Wednesday, February 16, 2011

Google...Is it really Great? Evil? or a Teenager?


Some conversations in the last day or so prompted me to post a longer explanation.

Google says "don't be evil", well they did until 2009 when they took that bit out.

What changed? Did Google finally realize that hiring a huge amount of people, some extremely intelligent and others able to fake it well, could not steer 100% efforts to follow a simple rule?

When you are a small a company, it is easy to get everyone on board with a motto or an idea. But as one grows larger it is harder to maintain that simplicity.

For example:
Does the motto translate well into other languages aside from (American) English?
Do you force everyone to speak only in English?
Are prices different in parts of the country or world?
Do you use different date formatting once you branch outside of the US?
Do employee benefits change by state, region or currency?
Who gets stock options? Why?
And on and on.

I believe that at it's core Google really believes in itself and if you believe what you hear/read their goal setting is pure genius. I don't recall IBM ever asking me to do the impossible or even if it did, and if I succeeded at all, was rewarded for it. In fact sometimes the opposite was true. Yet Google will set goals, quarterly, monthly whatever they are, that appear impossible because the technology doesn't exist yet or may go down the wrong rabbit hole. That is where probably every other company, except for possibly Apple under Steve Jobs, fails in their goal setting.

Asking a sales person in a small territory to hit the million dollars in sales goals when it has never topped half a million is just unfair. Should they have targets and goals and incentives? Yes, but that is not what I am after here.

Is Google evil? No more than any other company. Sure there are people who give in to their darker side and either get caught or end up in a bind that the company looks bad from the outsider. I don't mean an Enron  fiasco, but insider trading, trade secrets, government legal issues, bribes and other acts that have tarnished nearly every company on Earth at one time or another, including Google.

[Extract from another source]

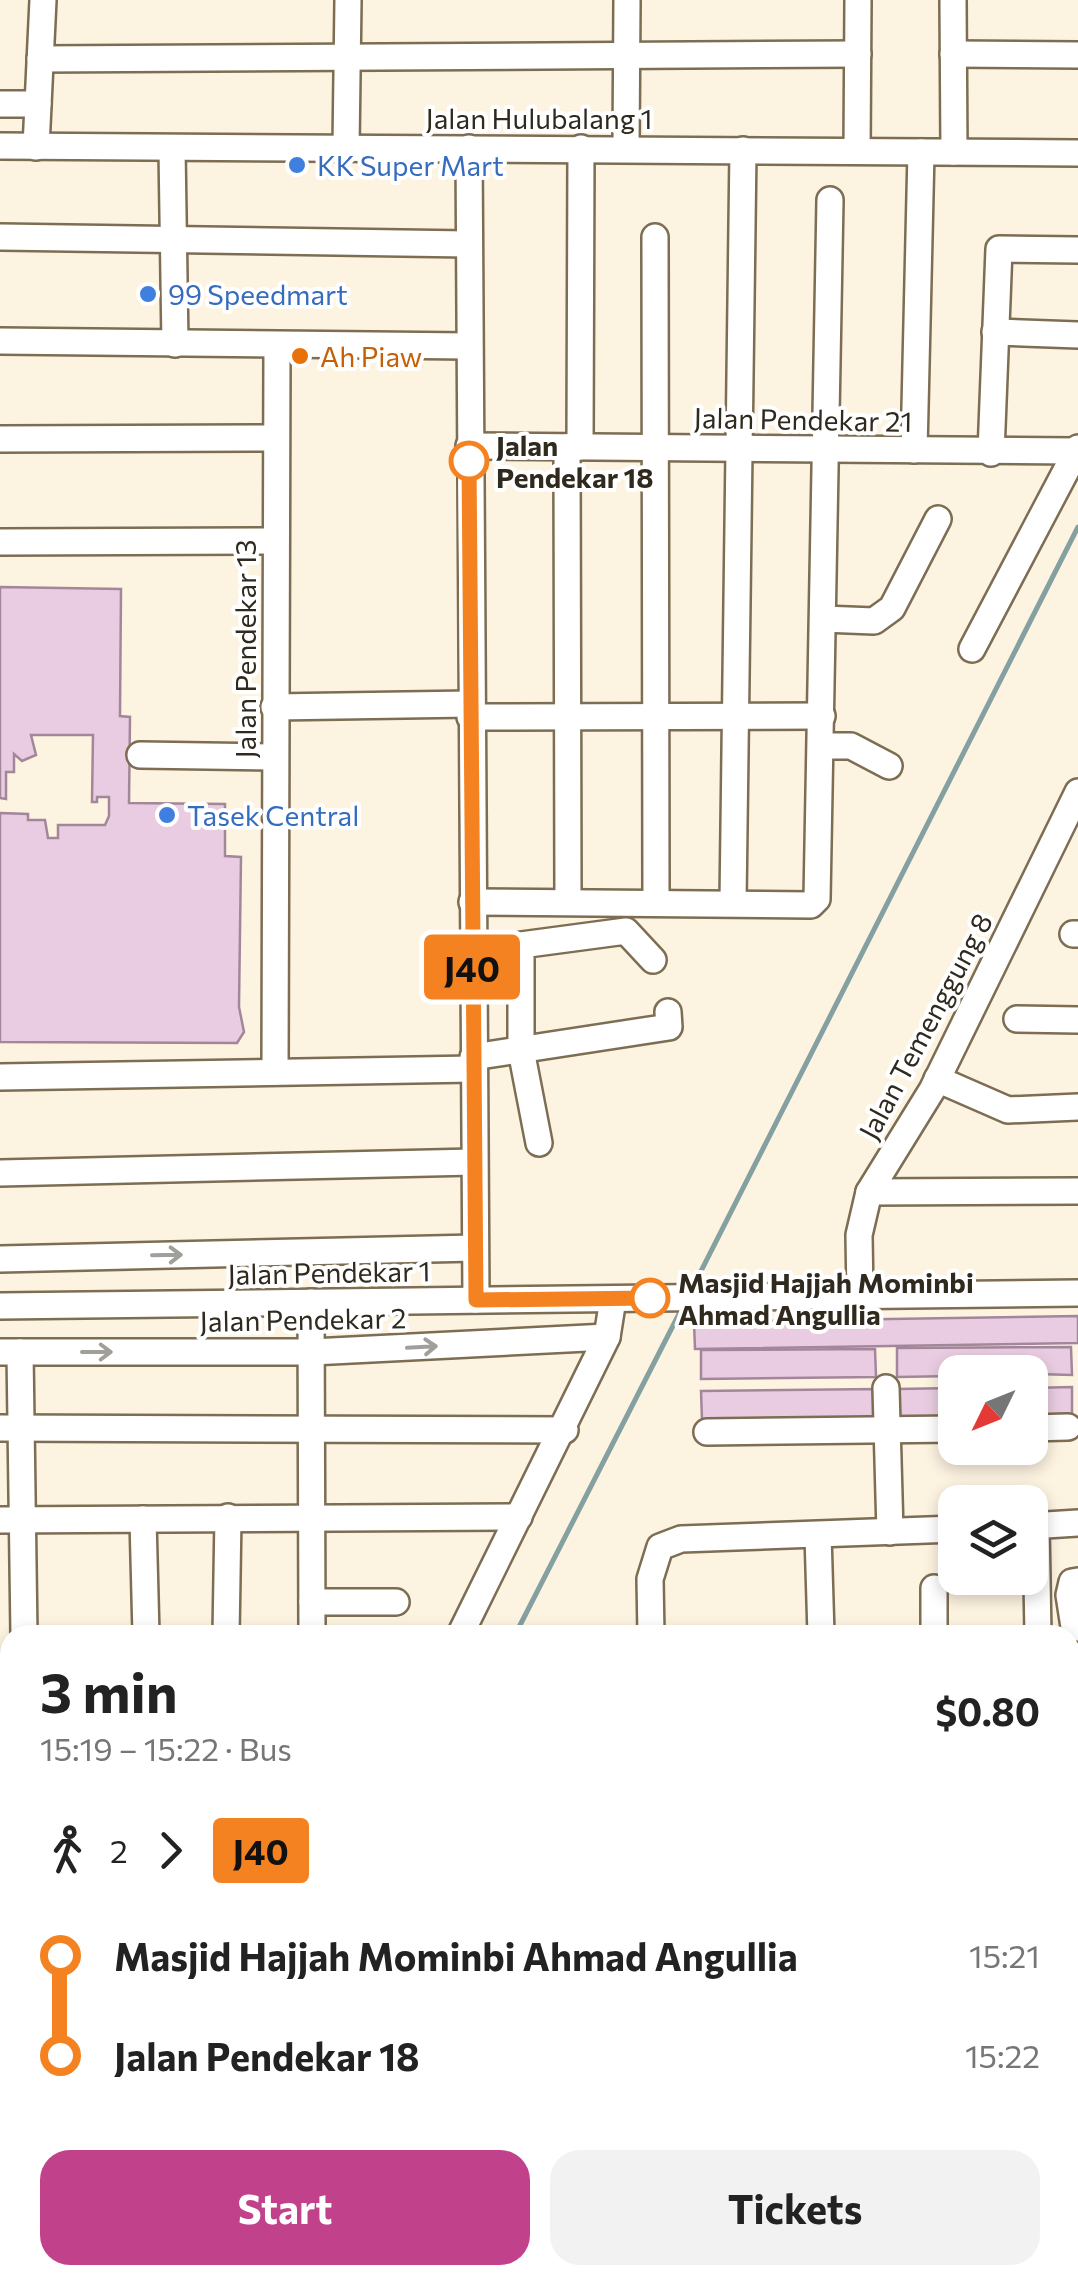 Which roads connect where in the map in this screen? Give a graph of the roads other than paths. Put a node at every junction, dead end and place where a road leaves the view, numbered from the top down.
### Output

Is Google out to kill Microsoft or Apple or IBM or HP or Oracle? Perhaps. Is that so bad? Look where it got all of the others? Survival of the fittest in the IT world usually is a short term ride with only a handful surviving the long haul. Kudos to IBM to making it to 100 years old.

Why do I think Google is a teenager? They like to talk publicly, sometimes well other times a bit fluffy, about a lot of things but when you ask about themselves they get very quiet. Compare this with Apple who really are very quiet in general, except when something new is coming out. Apple speaking at events? Not often. Apple doing interviews? Rarely. Get the picture? Now ask your teenager anything about them.

But when they have a new toy or product or something to beta test they still do not do much marketing. They rely on the word of mouth,  usage and analytics to guide them if their new idea is good or bad. If it is bad, it is dropped with as much fanfare as it started with a grunt or shrug. If it is good, then some effort is made to open up about it and spread good words. But still nothing concrete about the future or Google itself.

Google may be silently hoping Apple does the hard work for them. Microsoft, well Bill Gates, saw the world as unlimited licenses of Windows. IBM chose to see the world as corporations and businesses that would pay for hardware and software, something consumers did not always do and when they started to do so, IBM sold their consumer products side of the hardware. And now comes Google that says yeah that worked for Microsoft but now that people want nearly everything for free and an app can be bought for a few dollars, maybe an incremental stream of money is better than trying to hammer everyone with a big license of Windows. Or maybe while everyone is busy paying Google for advertising, Google can have some fun with new ideas that may turn the tables on Microsoft and others.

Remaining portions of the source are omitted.